Input records
=====
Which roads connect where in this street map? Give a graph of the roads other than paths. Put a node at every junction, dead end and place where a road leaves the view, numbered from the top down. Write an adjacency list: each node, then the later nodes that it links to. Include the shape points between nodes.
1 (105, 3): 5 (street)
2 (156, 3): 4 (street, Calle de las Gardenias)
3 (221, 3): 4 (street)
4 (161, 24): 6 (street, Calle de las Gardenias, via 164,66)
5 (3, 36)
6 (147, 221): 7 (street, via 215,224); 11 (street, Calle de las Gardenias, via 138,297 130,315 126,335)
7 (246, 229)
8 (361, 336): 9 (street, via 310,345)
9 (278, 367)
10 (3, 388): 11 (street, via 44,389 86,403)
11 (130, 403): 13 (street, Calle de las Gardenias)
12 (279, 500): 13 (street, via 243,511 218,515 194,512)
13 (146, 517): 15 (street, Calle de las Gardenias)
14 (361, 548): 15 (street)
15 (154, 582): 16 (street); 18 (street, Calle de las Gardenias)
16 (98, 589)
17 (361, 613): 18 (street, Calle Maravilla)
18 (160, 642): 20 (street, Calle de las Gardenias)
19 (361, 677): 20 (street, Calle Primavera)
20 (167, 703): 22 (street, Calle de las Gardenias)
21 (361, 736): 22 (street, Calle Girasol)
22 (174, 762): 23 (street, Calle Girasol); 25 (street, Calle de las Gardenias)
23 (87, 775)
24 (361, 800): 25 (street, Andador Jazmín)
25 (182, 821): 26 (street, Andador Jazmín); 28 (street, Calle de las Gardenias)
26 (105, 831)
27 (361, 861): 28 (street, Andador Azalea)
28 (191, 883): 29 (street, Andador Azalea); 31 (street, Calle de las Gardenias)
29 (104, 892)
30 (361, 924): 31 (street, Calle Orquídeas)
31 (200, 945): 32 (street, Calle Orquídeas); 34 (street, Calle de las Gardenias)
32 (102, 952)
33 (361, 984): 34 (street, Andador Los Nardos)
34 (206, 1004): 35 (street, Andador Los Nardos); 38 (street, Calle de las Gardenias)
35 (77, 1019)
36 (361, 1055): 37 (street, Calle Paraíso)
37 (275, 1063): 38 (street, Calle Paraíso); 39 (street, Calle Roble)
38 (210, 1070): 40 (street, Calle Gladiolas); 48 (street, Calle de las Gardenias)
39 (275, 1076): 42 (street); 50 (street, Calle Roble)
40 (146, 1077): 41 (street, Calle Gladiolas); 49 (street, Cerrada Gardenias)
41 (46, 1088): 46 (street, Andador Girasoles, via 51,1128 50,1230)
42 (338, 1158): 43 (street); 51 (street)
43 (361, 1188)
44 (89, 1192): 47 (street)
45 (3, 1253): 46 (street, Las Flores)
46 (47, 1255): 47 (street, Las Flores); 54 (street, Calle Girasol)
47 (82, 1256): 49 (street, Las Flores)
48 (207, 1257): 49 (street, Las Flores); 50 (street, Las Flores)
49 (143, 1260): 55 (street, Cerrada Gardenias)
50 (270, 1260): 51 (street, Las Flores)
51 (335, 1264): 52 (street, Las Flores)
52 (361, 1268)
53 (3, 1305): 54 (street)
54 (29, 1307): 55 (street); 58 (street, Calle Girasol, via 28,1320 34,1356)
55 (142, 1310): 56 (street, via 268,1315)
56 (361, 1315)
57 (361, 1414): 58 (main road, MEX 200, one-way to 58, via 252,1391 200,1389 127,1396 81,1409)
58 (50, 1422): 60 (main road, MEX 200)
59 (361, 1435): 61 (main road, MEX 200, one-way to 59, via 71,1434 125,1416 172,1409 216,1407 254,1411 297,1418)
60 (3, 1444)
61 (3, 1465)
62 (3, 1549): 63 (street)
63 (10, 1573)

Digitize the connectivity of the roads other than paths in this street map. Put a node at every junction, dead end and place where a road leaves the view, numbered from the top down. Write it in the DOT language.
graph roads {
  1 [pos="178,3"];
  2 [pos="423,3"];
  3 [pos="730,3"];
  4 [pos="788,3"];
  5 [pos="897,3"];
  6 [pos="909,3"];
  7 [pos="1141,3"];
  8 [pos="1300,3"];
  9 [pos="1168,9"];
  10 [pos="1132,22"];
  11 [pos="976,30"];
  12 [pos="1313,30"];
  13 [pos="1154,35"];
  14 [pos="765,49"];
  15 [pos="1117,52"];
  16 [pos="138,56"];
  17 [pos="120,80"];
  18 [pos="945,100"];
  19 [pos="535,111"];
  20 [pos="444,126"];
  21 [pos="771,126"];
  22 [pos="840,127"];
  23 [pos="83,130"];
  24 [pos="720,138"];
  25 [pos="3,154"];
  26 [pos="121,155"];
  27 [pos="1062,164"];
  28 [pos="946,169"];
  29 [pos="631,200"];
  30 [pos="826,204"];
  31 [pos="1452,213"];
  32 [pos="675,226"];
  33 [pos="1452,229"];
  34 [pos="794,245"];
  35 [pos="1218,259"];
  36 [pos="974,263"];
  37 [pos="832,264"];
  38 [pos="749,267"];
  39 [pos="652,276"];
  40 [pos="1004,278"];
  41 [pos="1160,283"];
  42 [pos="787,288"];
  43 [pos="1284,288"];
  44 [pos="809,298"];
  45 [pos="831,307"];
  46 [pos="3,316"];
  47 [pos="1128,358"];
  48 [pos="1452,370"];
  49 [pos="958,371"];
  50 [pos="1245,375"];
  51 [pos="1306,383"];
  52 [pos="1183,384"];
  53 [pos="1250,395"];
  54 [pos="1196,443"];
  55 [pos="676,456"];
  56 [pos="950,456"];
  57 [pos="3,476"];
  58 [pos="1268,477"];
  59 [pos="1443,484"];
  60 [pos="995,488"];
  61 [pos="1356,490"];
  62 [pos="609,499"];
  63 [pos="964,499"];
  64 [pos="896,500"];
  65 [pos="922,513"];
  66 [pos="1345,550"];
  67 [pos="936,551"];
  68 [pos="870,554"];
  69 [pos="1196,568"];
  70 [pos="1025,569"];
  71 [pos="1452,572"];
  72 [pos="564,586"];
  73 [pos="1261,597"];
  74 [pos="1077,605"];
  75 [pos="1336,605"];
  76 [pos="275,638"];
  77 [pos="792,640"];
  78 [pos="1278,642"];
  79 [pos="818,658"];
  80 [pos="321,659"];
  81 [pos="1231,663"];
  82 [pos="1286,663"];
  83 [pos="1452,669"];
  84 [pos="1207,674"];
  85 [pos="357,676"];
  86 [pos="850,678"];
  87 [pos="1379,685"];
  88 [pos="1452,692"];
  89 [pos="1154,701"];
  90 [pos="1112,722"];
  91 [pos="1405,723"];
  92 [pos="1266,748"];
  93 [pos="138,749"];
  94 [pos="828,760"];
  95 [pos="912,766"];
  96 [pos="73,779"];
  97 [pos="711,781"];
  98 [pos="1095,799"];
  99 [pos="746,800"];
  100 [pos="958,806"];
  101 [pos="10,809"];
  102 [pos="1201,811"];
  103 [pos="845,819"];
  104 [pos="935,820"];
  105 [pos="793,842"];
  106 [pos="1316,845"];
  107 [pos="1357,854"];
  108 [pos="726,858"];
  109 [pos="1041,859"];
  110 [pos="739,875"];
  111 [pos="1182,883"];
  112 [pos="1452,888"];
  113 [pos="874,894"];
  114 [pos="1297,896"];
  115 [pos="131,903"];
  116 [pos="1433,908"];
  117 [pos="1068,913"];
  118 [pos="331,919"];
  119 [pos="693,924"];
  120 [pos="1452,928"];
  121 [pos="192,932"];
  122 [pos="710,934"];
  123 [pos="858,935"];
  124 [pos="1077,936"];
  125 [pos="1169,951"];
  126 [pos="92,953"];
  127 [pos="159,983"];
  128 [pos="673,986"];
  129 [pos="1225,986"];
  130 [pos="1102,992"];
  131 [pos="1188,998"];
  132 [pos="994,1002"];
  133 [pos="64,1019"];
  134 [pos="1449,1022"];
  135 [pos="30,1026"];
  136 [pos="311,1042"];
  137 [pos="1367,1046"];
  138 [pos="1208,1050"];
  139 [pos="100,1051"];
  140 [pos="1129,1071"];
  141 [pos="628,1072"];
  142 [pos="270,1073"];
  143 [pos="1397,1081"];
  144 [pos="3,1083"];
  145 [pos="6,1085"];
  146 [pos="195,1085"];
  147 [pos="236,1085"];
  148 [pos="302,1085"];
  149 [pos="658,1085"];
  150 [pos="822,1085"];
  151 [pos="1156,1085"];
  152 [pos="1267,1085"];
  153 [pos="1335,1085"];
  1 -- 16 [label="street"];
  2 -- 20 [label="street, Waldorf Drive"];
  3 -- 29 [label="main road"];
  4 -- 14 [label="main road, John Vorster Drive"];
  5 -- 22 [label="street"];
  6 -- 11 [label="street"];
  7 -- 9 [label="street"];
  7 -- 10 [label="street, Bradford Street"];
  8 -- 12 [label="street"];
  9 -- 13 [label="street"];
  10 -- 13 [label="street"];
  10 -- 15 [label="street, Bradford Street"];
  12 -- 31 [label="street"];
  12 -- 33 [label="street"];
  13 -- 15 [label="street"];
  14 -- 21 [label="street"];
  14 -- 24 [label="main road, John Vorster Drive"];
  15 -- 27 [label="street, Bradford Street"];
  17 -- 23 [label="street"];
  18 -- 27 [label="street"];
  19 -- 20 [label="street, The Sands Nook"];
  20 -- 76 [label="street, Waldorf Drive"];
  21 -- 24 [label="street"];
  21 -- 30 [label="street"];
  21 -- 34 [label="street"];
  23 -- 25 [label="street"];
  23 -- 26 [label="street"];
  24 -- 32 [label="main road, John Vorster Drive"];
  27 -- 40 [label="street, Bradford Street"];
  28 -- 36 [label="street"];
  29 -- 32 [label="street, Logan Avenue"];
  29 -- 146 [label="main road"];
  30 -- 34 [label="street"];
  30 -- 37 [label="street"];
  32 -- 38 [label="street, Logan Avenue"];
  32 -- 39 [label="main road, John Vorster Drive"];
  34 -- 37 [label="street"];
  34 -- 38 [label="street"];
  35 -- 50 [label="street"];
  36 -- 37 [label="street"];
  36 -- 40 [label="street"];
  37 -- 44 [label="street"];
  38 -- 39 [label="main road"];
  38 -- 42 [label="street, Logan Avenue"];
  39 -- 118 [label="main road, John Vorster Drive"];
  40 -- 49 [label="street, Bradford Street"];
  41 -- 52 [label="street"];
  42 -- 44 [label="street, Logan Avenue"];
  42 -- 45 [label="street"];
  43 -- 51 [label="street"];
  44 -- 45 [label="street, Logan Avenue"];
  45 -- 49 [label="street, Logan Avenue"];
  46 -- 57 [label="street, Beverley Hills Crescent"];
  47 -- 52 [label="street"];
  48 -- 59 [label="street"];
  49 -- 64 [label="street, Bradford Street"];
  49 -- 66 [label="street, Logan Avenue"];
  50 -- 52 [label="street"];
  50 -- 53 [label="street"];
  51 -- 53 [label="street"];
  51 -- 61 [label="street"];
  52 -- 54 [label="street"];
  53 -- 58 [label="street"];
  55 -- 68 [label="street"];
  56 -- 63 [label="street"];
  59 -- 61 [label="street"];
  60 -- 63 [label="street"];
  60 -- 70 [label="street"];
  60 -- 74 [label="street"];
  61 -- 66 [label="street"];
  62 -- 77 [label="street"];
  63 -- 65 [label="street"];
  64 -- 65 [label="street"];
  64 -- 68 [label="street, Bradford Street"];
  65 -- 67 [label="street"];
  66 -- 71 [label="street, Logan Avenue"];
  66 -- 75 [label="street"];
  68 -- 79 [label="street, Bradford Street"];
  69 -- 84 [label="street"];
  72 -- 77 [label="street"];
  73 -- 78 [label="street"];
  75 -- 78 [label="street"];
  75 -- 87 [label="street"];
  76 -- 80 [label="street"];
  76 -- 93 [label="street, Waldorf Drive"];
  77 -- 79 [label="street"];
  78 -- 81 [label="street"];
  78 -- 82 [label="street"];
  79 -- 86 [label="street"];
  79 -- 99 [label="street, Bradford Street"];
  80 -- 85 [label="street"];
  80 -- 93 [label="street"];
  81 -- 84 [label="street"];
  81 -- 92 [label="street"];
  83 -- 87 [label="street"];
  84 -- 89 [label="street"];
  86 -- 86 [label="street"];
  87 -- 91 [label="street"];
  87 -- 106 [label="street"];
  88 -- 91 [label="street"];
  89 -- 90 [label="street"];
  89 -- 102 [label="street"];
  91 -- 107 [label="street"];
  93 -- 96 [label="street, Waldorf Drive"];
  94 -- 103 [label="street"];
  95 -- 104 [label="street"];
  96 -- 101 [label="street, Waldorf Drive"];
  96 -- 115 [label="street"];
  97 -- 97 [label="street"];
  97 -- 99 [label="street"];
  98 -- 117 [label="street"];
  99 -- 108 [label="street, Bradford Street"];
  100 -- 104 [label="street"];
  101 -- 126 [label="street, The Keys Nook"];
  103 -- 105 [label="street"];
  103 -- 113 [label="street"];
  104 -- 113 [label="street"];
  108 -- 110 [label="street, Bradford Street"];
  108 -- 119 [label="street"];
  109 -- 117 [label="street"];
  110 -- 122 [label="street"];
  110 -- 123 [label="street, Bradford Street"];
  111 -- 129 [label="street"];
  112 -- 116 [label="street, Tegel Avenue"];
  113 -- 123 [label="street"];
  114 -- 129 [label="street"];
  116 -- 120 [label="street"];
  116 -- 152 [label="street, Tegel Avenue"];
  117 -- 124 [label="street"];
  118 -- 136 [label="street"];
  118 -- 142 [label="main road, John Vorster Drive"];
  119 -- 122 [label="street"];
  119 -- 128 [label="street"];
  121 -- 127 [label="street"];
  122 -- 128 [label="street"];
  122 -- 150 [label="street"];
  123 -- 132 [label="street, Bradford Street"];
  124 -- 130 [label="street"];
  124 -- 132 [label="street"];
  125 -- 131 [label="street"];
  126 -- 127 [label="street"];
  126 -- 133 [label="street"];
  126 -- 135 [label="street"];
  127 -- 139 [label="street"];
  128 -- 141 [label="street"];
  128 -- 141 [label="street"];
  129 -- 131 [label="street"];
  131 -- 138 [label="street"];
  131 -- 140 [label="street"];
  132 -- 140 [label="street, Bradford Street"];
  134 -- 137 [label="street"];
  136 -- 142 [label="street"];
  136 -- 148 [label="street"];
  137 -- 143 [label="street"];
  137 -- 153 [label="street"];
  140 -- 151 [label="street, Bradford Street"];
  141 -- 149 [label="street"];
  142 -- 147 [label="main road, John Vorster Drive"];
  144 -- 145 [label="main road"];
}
=====
Aim of the exercise
All lines in the records with the string "graph" should be copied out.

Solution for this exercise
Which roads connect where in this street map? Give a graph of the roads other than paths. Put a node at every junction, dead end and place where a road leaves the view, numbered from the top down. Write an adjacency list: each node, then the later nodes that it links to. Include the shape points between nodes.
graph roads {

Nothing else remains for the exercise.